In biological engineering, DNA sequence files often get updated or re-named. This can cause critical confusions when the wrong files or wrong sequence versions get used in a process. Ideally, laboratory information systems would prevent such mistakes, but when they happen they are difficult to trace back to the faulty sequences.

Therefore, when using software to process large batches of sequences, one may want a way to quickly decide whether the sequence pLac3.gb used on March 15th is the same as plac3.gb which appears in the April 18th batch.
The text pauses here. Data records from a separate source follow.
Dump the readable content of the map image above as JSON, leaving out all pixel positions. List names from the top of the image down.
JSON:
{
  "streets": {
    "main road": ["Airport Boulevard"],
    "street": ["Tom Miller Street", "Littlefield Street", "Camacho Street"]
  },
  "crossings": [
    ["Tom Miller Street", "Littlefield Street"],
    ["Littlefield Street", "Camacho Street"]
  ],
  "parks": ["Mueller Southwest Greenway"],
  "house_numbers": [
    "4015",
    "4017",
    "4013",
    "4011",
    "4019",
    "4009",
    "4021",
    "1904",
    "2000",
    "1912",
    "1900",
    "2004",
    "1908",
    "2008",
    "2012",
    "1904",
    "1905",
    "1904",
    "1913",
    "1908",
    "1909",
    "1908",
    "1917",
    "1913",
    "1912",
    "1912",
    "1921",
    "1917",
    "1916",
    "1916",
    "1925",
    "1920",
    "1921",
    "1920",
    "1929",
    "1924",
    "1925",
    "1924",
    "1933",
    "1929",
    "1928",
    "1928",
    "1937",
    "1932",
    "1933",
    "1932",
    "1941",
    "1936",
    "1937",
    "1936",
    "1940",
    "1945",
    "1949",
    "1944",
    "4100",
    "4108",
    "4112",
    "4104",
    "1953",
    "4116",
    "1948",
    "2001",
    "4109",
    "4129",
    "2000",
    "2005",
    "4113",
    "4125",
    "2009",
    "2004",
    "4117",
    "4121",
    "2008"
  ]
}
Identicons provide a simple visual way to know that two sequences are different (different identicons) or very probably the same (same identicon).

Also note that, theoretically, even two large sequences differing by one nucleotide only will have very different sequenticon looks.

Identifying biological samples

Sequenticons can also be used to ease the handling of biological samples by humans. With the right printer, you can label your tubes with colorful little sequenticons which will be much easier to identify than complex and often very similar text labels.




Library usage

from sequenticon import sequenticon

# Write a sequence to a PNG sequenticon file
sequenticon("ATGGTGCA", size=120, output_path="icon.png")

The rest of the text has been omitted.